Tuesday, January 29, 2008

"On the chemo"

This past Saturday we attended a banquet where Chris received an award for some odd reason having to do with being an extremely "genuous*" person of which he is not accused of often. I was proud of him.
An older man came up to me while I was speaking with another woman. He had a morbid look on his face, and asked if I was "on the chemo?" (Technically, I was not "on the chemo" at that moment.) Then this man started to complain about cancer (when there are so many wonderful things to be said for it). He said his "wife died of colon cancer after years of being on the chemo" -- (another member - My Spouse Died of Cancer Club). He said he'd never do the chemo if they told him to do it. I thought that was a good idea seeing as how he looked like had one foot on the banana peel already. 

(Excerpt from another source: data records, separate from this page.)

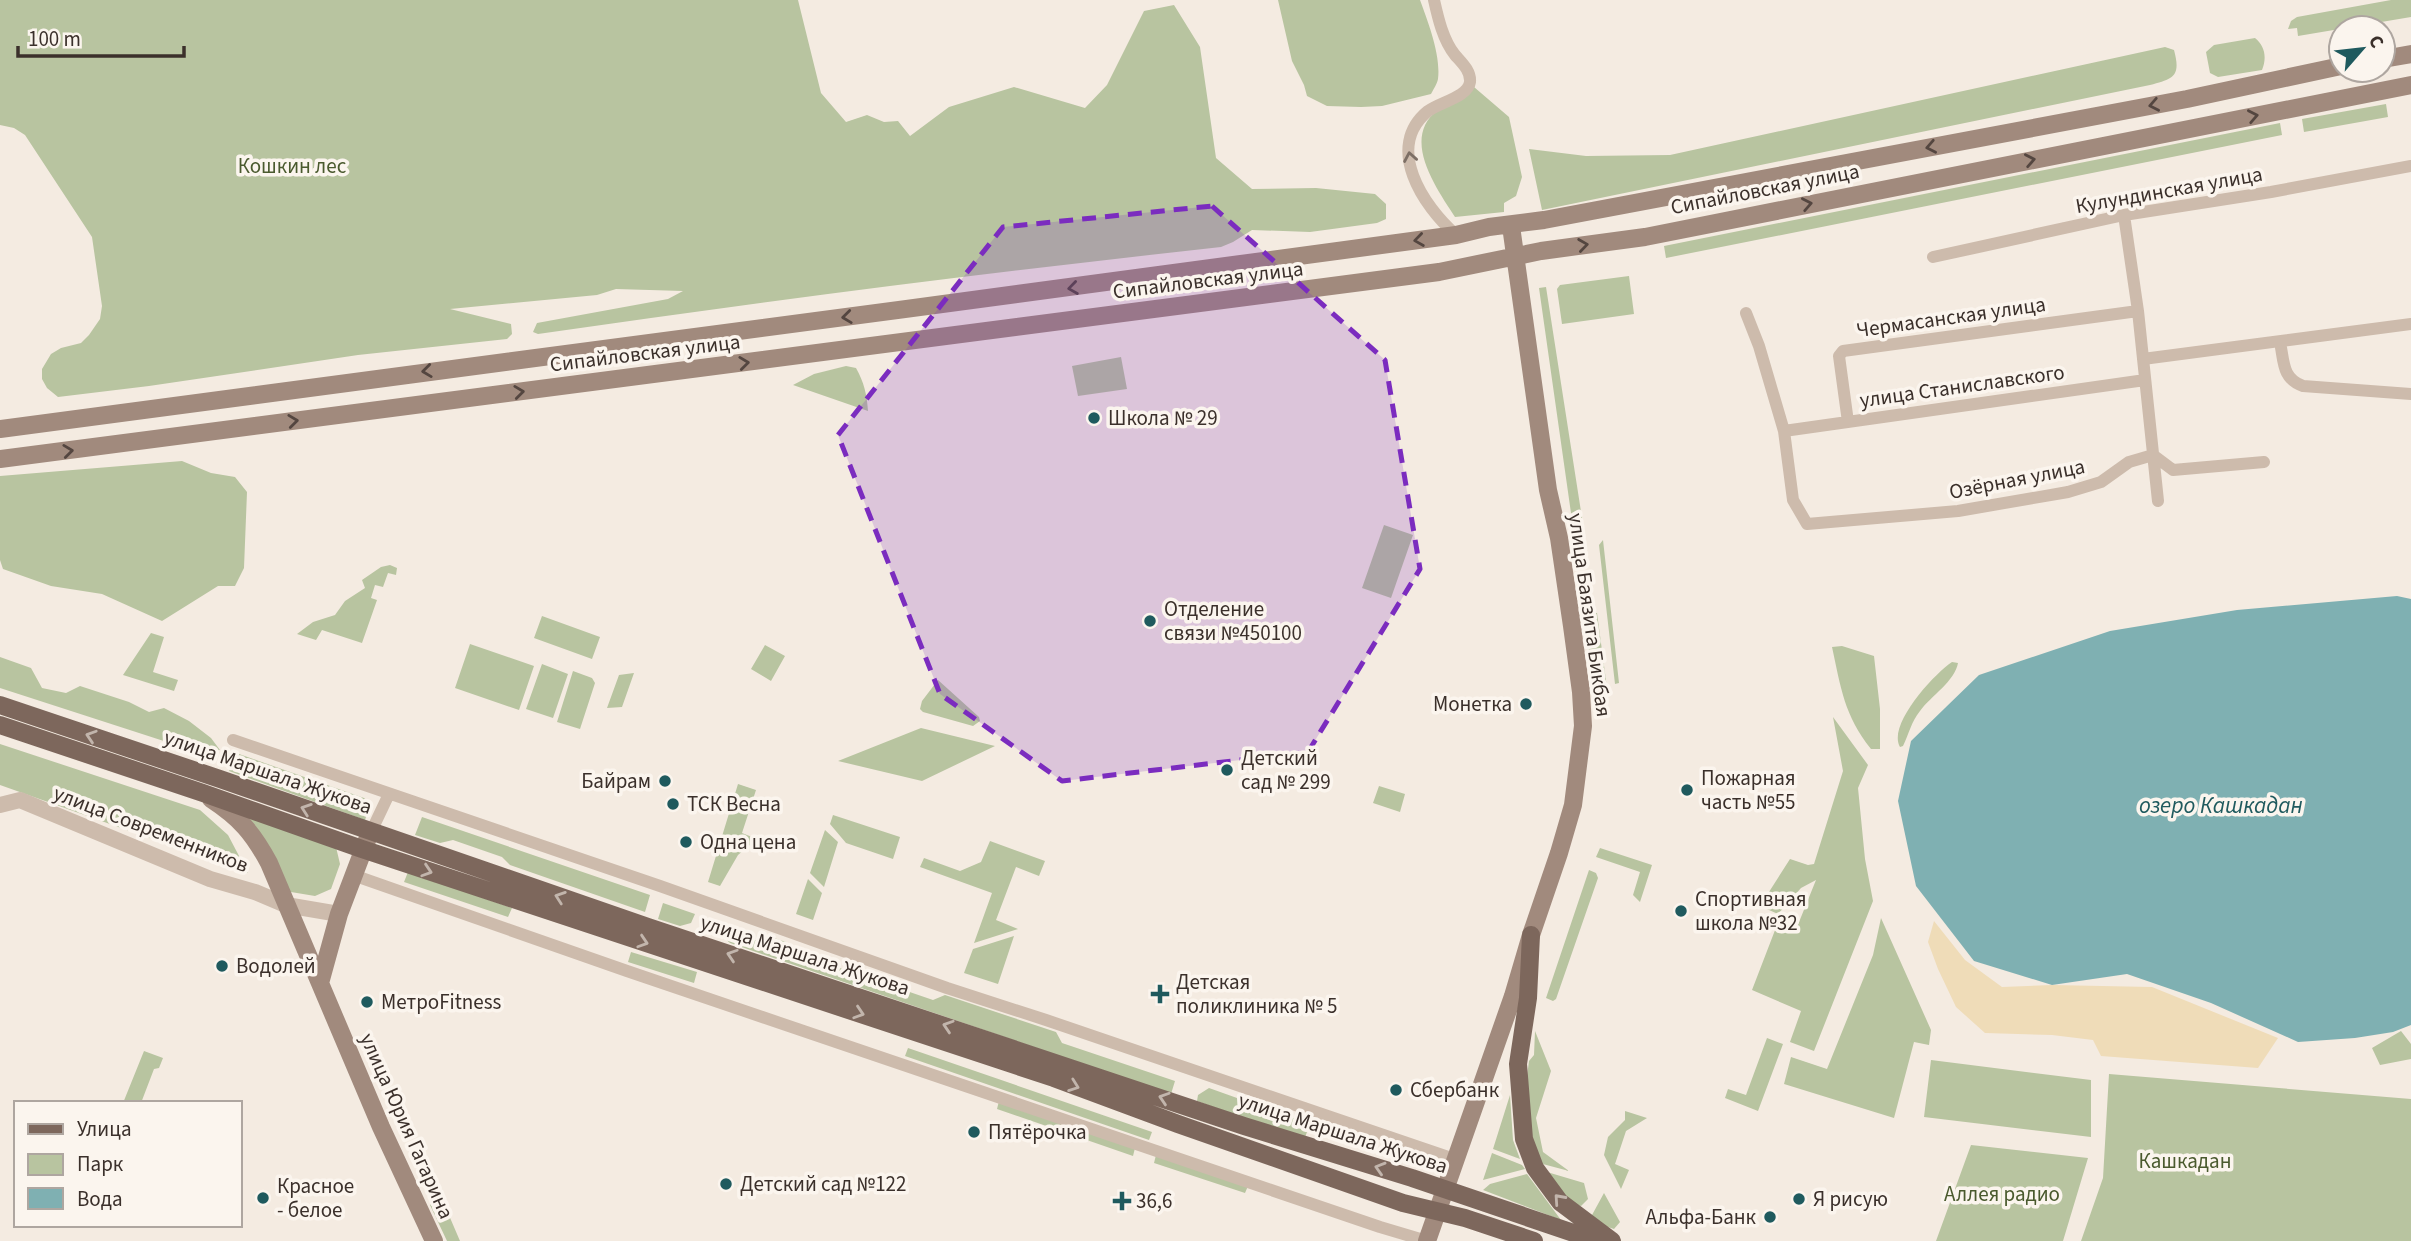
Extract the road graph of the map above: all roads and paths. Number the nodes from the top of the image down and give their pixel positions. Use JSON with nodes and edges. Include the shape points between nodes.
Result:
{"nodes":[{"id":1,"x":1434,"y":0,"type":"edge"},
{"id":2,"x":2327,"y":69,"type":"edge"},
{"id":3,"x":2411,"y":85,"type":"edge"},
{"id":4,"x":2187,"y":99,"type":"junction"},
{"id":5,"x":2190,"y":128,"type":"junction"},
{"id":6,"x":2411,"y":166,"type":"edge"},
{"id":7,"x":2124,"y":215,"type":"junction"},
{"id":8,"x":1511,"y":226,"type":"junction"},
{"id":9,"x":1456,"y":235,"type":"junction"},
{"id":10,"x":1516,"y":256,"type":"junction"},
{"id":11,"x":1934,"y":257,"type":"dead end"},
{"id":12,"x":2137,"y":310,"type":"junction"},
{"id":13,"x":1746,"y":313,"type":"dead end"},
{"id":14,"x":2411,"y":324,"type":"edge"},
{"id":15,"x":2280,"y":342,"type":"junction"},
{"id":16,"x":2143,"y":359,"type":"junction"},
{"id":17,"x":2145,"y":380,"type":"junction"},
{"id":18,"x":2411,"y":394,"type":"edge"},
{"id":19,"x":1848,"y":422,"type":"junction"},
{"id":20,"x":0,"y":429,"type":"edge"},
{"id":21,"x":1784,"y":431,"type":"junction"},
{"id":22,"x":2153,"y":455,"type":"junction"},
{"id":23,"x":0,"y":459,"type":"edge"},
{"id":24,"x":2264,"y":462,"type":"dead end"},
{"id":25,"x":2158,"y":501,"type":"dead end"},
{"id":26,"x":0,"y":705,"type":"edge"},
{"id":27,"x":0,"y":725,"type":"edge"},
{"id":28,"x":233,"y":740,"type":"dead end"},
{"id":29,"x":202,"y":793,"type":"junction"},
{"id":30,"x":389,"y":794,"type":"junction"},
{"id":31,"x":0,"y":805,"type":"edge"},
{"id":32,"x":370,"y":832,"type":"junction"},
{"id":33,"x":362,"y":849,"type":"junction"},
{"id":34,"x":353,"y":875,"type":"junction"},
{"id":35,"x":286,"y":905,"type":"junction"},
{"id":36,"x":339,"y":914,"type":"junction"},
{"id":37,"x":1531,"y":935,"type":"junction"},
{"id":38,"x":320,"y":983,"type":"junction"},
{"id":39,"x":1454,"y":1159,"type":"junction"},
{"id":40,"x":1445,"y":1190,"type":"junction"},
{"id":41,"x":1436,"y":1211,"type":"junction"},
{"id":42,"x":434,"y":1241,"type":"edge"},
{"id":43,"x":1427,"y":1241,"type":"edge"},
{"id":44,"x":1534,"y":1241,"type":"edge"},
{"id":45,"x":1597,"y":1241,"type":"edge"},
{"id":46,"x":1612,"y":1241,"type":"edge"}],
"edges":[{"from":9,"to":1,"type":"street","one_way":true,"via":[[1422,194],[1409,159],[1414,127],[1429,111],[1464,94],[1471,78],[1448,45]]},
{"from":2,"to":4,"type":"main road","name":"Сипайловская улица"},
{"from":5,"to":3,"type":"main road","name":"Сипайловская улица","one_way":true},
{"from":4,"to":5,"type":"main road","via":[[2196,111]]},
{"from":4,"to":8,"type":"main road","name":"Сипайловская улица","one_way":true},
{"from":10,"to":5,"type":"main road","name":"Сипайловская улица","one_way":true,"via":[[1645,237]]},
{"from":6,"to":7,"type":"street","name":"Кулундинская улица"},
{"from":7,"to":11,"type":"street","name":"Кулундинская улица"},
{"from":7,"to":12,"type":"street"},
{"from":8,"to":9,"type":"main road","name":"Сипайловская улица"},
{"from":8,"to":10,"type":"main road","name":"улица Баязита Бикбая"},
{"from":9,"to":20,"type":"main road","name":"Сипайловская улица","one_way":true},
{"from":23,"to":10,"type":"main road","name":"Сипайловская улица","one_way":true,"via":[[1438,272]]},
{"from":10,"to":37,"type":"main road","name":"улица Баязита Бикбая","via":[[1583,726],[1573,805]]},
{"from":12,"to":16,"type":"street"},
{"from":12,"to":19,"type":"street","name":"Чермасанская улица","via":[[1843,351],[1839,356]]},
{"from":13,"to":21,"type":"street"},
{"from":14,"to":15,"type":"street"},
{"from":15,"to":16,"type":"street"},
{"from":15,"to":18,"type":"street","via":[[2287,376],[2295,383]]},
{"from":16,"to":17,"type":"street"},
{"from":17,"to":19,"type":"street","name":"улица Станиславского"},
{"from":17,"to":22,"type":"street"},
{"from":19,"to":21,"type":"street","name":"улица Станиславского"},
{"from":21,"to":22,"type":"street","name":"Озёрная улица","via":[[1793,500],[1807,524],[1958,511],[2068,492],[2101,482],[2129,462]]},
{"from":22,"to":24,"type":"street","via":[[2173,470]]},
{"from":22,"to":25,"type":"street"},
{"from":32,"to":26,"type":"main road","name":"улица Маршала Жукова","one_way":true},
{"from":27,"to":29,"type":"main road","name":"улица Маршала Жукова"},
{"from":28,"to":30,"type":"street"},
{"from":29,"to":33,"type":"main road","name":"улица Маршала Жукова"},
{"from":29,"to":35,"type":"main road","name":"улица Юрия Гагарина","via":[[243,822],[255,837]]},
{"from":30,"to":32,"type":"street"},
{"from":30,"to":39,"type":"street"},
{"from":31,"to":35,"type":"street","name":"улица Современников","via":[[20,800],[210,879]]},
{"from":32,"to":33,"type":"main road"},
{"from":40,"to":32,"type":"main road","name":"улица Маршала Жукова","one_way":true},
{"from":33,"to":34,"type":"main road"},
{"from":33,"to":41,"type":"main road","name":"улица Маршала Жукова","one_way":true,"via":[[1041,1074]]},
{"from":34,"to":36,"type":"main road"},
{"from":34,"to":43,"type":"street"},
{"from":35,"to":36,"type":"street","name":"улица Современников"},
{"from":35,"to":38,"type":"main road","name":"улица Юрия Гагарина"},
{"from":36,"to":38,"type":"main road"},
{"from":37,"to":39,"type":"main road","name":"улица Баязита Бикбая"},
{"from":46,"to":37,"type":"main road","one_way":true,"via":[[1560,1202],[1535,1168],[1524,1139],[1518,1064]]},
{"from":38,"to":42,"type":"main road","name":"улица Юрия Гагарина"},
{"from":39,"to":40,"type":"main road","name":"улица Баязита Бикбая"},
{"from":40,"to":41,"type":"main road","name":"улица Баязита Бикбая"},
{"from":40,"to":45,"type":"main road","name":"улица Маршала Жукова"},
{"from":41,"to":43,"type":"main road","name":"улица Баязита Бикбая"},
{"from":41,"to":44,"type":"main road","name":"улица Маршала Жукова"}]}
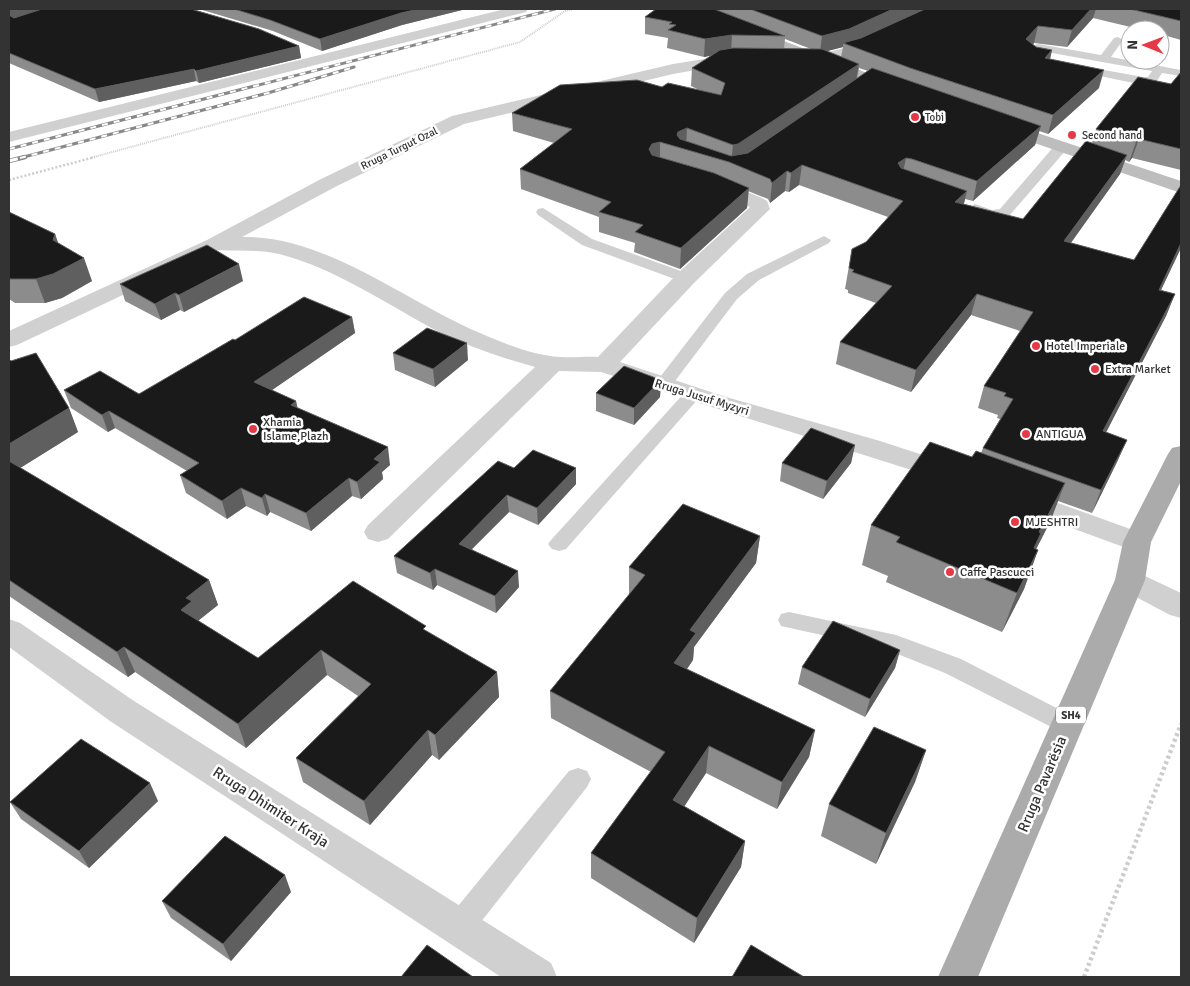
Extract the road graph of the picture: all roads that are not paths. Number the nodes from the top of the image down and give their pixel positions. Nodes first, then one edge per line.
1 (521, 9) edge
2 (689, 9) edge
3 (940, 9) edge
4 (1118, 40) dead end
5 (299, 49) dead end
6 (1105, 58) junction
7 (751, 59) edge
8 (323, 60) junction
9 (770, 60) edge
10 (820, 60) junction
11 (1120, 61) edge
12 (1159, 70) edge
13 (1168, 70) edge
14 (1181, 73) edge
15 (868, 79) junction
16 (852, 90) edge
17 (909, 94) edge
18 (990, 122) edge
19 (9, 137) edge
20 (1061, 147) junction
21 (694, 179) edge
22 (1181, 187) edge
23 (964, 205) edge
24 (543, 212) dead end
25 (824, 240) dead end
26 (214, 244) junction
27 (686, 278) junction
28 (9, 340) edge
29 (553, 363) junction
30 (604, 365) junction
31 (663, 385) junction
32 (692, 395) junction
33 (1181, 454) edge
34 (972, 481) edge
35 (999, 491) edge
36 (378, 532) dead end
37 (1137, 542) junction
38 (559, 544) dead end
39 (1130, 580) junction
40 (1181, 607) edge
41 (789, 620) dead end
42 (9, 631) edge
43 (1067, 725) junction
44 (578, 779) dead end
45 (459, 927) junction
46 (537, 977) edge
47 (958, 977) edge

1 - 8 street
2 - 10 main road
3 - 10 street
4 - 6 lane
5 - 8 street
6 - 11 lane
6 - 12 lane
7 - 26 street, Rruga Turgut Ozal
8 - 19 street
9 - 10 street
10 - 15 main road
13 - 14 lane
15 - 16 lane
15 - 17 main road
18 - 20 main road
20 - 22 main road
20 - 23 lane
21 - 27 street
24 - 27 lane
25 - 31 lane
26 - 28 street, Rruga Turgut Ozal
26 - 29 street, Rruga Jusuf Myzyri
27 - 30 street
29 - 30 street, Rruga Jusuf Myzyri
29 - 36 street
30 - 31 street, Rruga Jusuf Myzyri
31 - 32 street, Rruga Jusuf Myzyri
32 - 34 street, Rruga Jusuf Myzyri
32 - 38 lane
33 - 37 main road, Rruga Pavarësia / SH4
35 - 37 street
37 - 39 main road, Rruga Pavarësia / SH4
39 - 40 street
39 - 43 main road, Rruga Pavarësia / SH4
41 - 43 lane
42 - 45 street, Rruga Dhimiter Kraja
43 - 47 main road, Rruga Pavarësia / SH4
44 - 45 lane
45 - 46 street, Rruga Dhimiter Kraja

Doctors don't really like to do chemo on a patient if they are really sick already. Or really old or complaining of pain and/or sickness, old, pain-filled and suffering and cranky and anti "doing the chemo." Doctors don't like odds stacked against them particularly. They want to be successful. People with cancer look for successful oncologists. The old man said he was in a lot of pain from arthritis he got from an accident back when they discovered dirt. He looked like he was in pain. He was all scrunched over. He appeared to be at least 100 years old. His hands were swollen. He looked a lot like my husband looked prior to his death. His face was sunken. He looked pre-skeleton-ized. He looked like he was not long for this world. This old man was really angry because chemo had killed his wife. He wanted to 'encourage' me with his story.

I assumed it was chemo that ultimately killed Greg. Chemo, and my garlic breath. Greg pleaded with me not to eat garlic and at the time I didn't think my breath was that big of a deal. But now, after three cycles of chemo, I know what he meant with his pleas. The week of chemo cycle, the smell of garlic in any form is enough to make you rush to the toilet and barf. Greg may have died a toxic human chemo bomb but I also know that he had to get away from the garlic. Occasionally, I'd get out of the house, away from being the designated care-giver for an hour. We'd go to Lindsay's and order cloves of garlic and down those cloves with chewy chunks of fresh bread and olive oil. Garlic was the cheapest thing on the menu (of course that's not all we ate). Then when I returned home, I'd talk to Greg, breathe on him and encase his dying body in a cloud of garlic and I didn't even know it because I couldn't smell my own breath and even if I could smell my breath, poor Greg.

Lindsay's went out of business. 
Greg died.
I pushed him over the edge with my breath.

Back at the banquet, I could tell this old man's heart was broken from losing his wife to "the chemo." I felt sad for his loss and felt a short-lived genuosity* of my own spirit just listening to him story. When he walked up to me at this party, and said he "could tell I was "on the chemo because (a lack of) hair and my face" -- even the woman I was sitting with had a look of shock (and awe!). Then the man expressed his sadness for my condition, knowing I'd probably kick the bucket any moment, and walked away. I reminded him of his experience and his dead wife. I made him feel a twinge of grief. I was a downer, a visual party pooper.

What did my face have to do with anything? I wonder did I looked pre-skeleton-ized to him? I can understand his thinking I might be "on the chemo" because I hardly have hair but I don't understand how he could tell I was "on the chemo" because of my face? It's not like I have big sores.

What makes it okay to walk up to a bald woman and tell her anything? The whole experience of this man walking up to me and talking about his disaster was unsettling when I am going through my own disaster. Yet when you have cancer (or maybe any illness) people do it so often - they want to connect, they want you to know they understand your suffering, but mostly they want to talk about themselves, then they choose to flush a verbal toilet of crap on you when it's obvious that you're already having a bad hair year.

But my face!?!

The picture below was taken at the banquet.
(One could say that Chris is genuous with his hair too.)
Sort of ironic, huh?




*For definitions on the word "genuous" read previous post on Chemo-brain dictionary words.

1 comments:

spinnity said...

[Long comment. I must have the same logorrhea as the older feller. Sorry!] All sorts of human conditions cause strangers to feel a license to comment on one's personal disaster. Pregnant ladies get unwanted belly rubs. Parents get unsolicited public advice. And hairless people get stories about "the chemo". I bet hairrorist muslim gals get religious nuts. I say, lie to the old man. Tell him you have a terrible skin condition which required shaving your head. Tell him it's not nice to ask a lady her age or her medical condition. But this is just the beeyatch speaking.